About this task
Pull every line with the word "Steingasse" out of the entries below.

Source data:

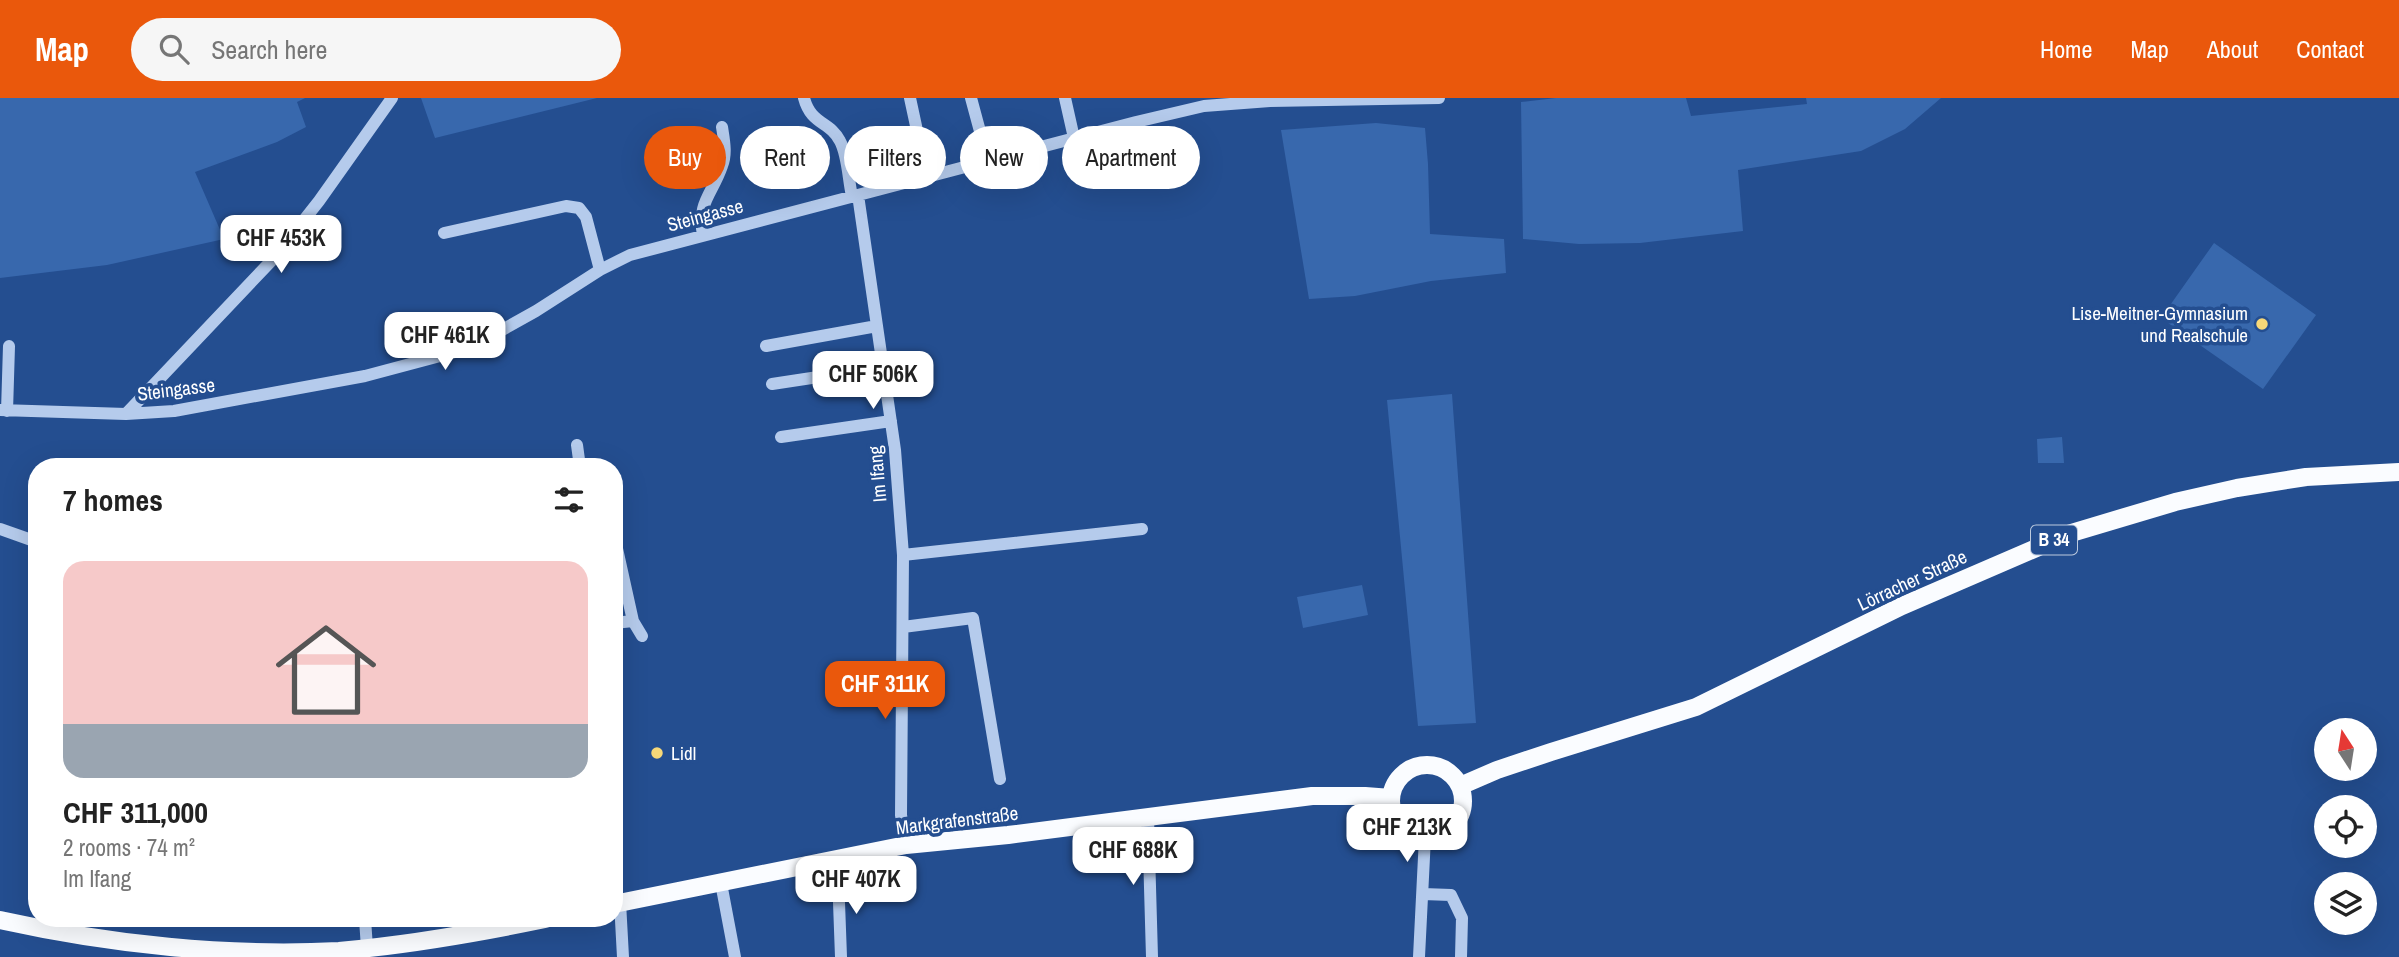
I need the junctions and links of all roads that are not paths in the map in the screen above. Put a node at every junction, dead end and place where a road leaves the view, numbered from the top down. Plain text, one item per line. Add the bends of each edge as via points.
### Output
1 (392, 98) edge
2 (804, 98) edge
3 (910, 98) edge
4 (971, 98) edge
5 (1065, 98) edge
6 (1439, 98) edge
7 (916, 126) edge
8 (979, 126) edge
9 (1071, 126) edge
10 (1123, 126) edge
11 (712, 189) edge
12 (879, 189) edge
13 (855, 195) junction
14 (444, 233) dead end
15 (703, 235) junction
16 (600, 270) junction
17 (877, 326) junction
18 (9, 346) dead end
19 (766, 346) dead end
20 (884, 367) junction
21 (772, 384) dead end
22 (3, 410) edge
23 (126, 414) junction
24 (891, 421) junction
25 (781, 437) dead end
26 (577, 445) dead end
27 (579, 458) edge
28 (2399, 472) edge
29 (1142, 528) dead end
30 (0, 529) edge
31 (28, 539) edge
32 (902, 555) junction
33 (623, 576) edge
34 (633, 621) junction
35 (623, 622) edge
36 (903, 627) junction
37 (642, 636) dead end
38 (1000, 779) dead end
39 (1460, 786) junction
40 (1391, 798) junction
41 (1148, 817) junction
42 (1425, 836) junction
43 (906, 845) junction
44 (835, 859) junction
45 (721, 883) junction
46 (1423, 894) junction
47 (623, 902) edge
48 (0, 920) edge
49 (28, 925) edge
50 (36, 927) edge
51 (366, 927) edge
52 (506, 927) edge
53 (620, 927) edge
54 (367, 948) junction
55 (184, 953) edge
56 (623, 957) edge
57 (735, 957) edge
58 (841, 957) edge
59 (1152, 957) edge
60 (1419, 957) edge
61 (1461, 957) edge

1 - 23 street, Steingasse via 274,258
2 - 13 street, Im Ifang via 810,114 841,143
3 - 7 street
4 - 8 street
5 - 9 street
6 - 10 street, Steingasse via 1204,106
11 - 15 street via 700,220
12 - 13 street, Steingasse
13 - 15 street, Steingasse
13 - 17 street, Im Ifang
14 - 16 street via 566,206 579,208 586,217
15 - 16 street, Steingasse via 630,255
16 - 23 street, Steingasse via 470,348 365,376 174,411
17 - 19 street
17 - 20 street, Im Ifang
18 - 22 street
20 - 21 street
20 - 24 street, Im Ifang
22 - 23 street, Steingasse
24 - 25 street
24 - 32 street, Im Ifang
26 - 27 street
28 - 39 main road, Lörracher Straße / B 34 via 2306,477 2237,488 2071,533 1902,606 1696,707 1552,751
29 - 32 street
30 - 31 street
32 - 36 street, Im Ifang
33 - 34 street
34 - 35 street
34 - 37 street
36 - 38 street via 973,618
36 - 43 street, Im Ifang via 901,816
39 - 40 main road via 1446,771 1426,765 1406,771
39 - 42 main road via 1463,804 1456,821 1443,833
40 - 41 main road, Markgrafenstraße via 1312,796
40 - 42 main road via 1396,820 1404,829
41 - 43 main road, Markgrafenstraße
41 - 59 street
42 - 46 street
43 - 44 main road, Markgrafenstraße
44 - 45 main road, Markgrafenstraße
44 - 58 street
45 - 47 main road, Markgrafenstraße
45 - 57 street
46 - 60 street
46 - 61 street via 1451,895 1462,918
48 - 49 main road
50 - 55 main road
51 - 54 street
52 - 54 main road
53 - 56 street
54 - 55 main road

Expected answer
1 - 23 street, Steingasse via 274,258
6 - 10 street, Steingasse via 1204,106
12 - 13 street, Steingasse
13 - 15 street, Steingasse
15 - 16 street, Steingasse via 630,255
16 - 23 street, Steingasse via 470,348 365,376 174,411
22 - 23 street, Steingasse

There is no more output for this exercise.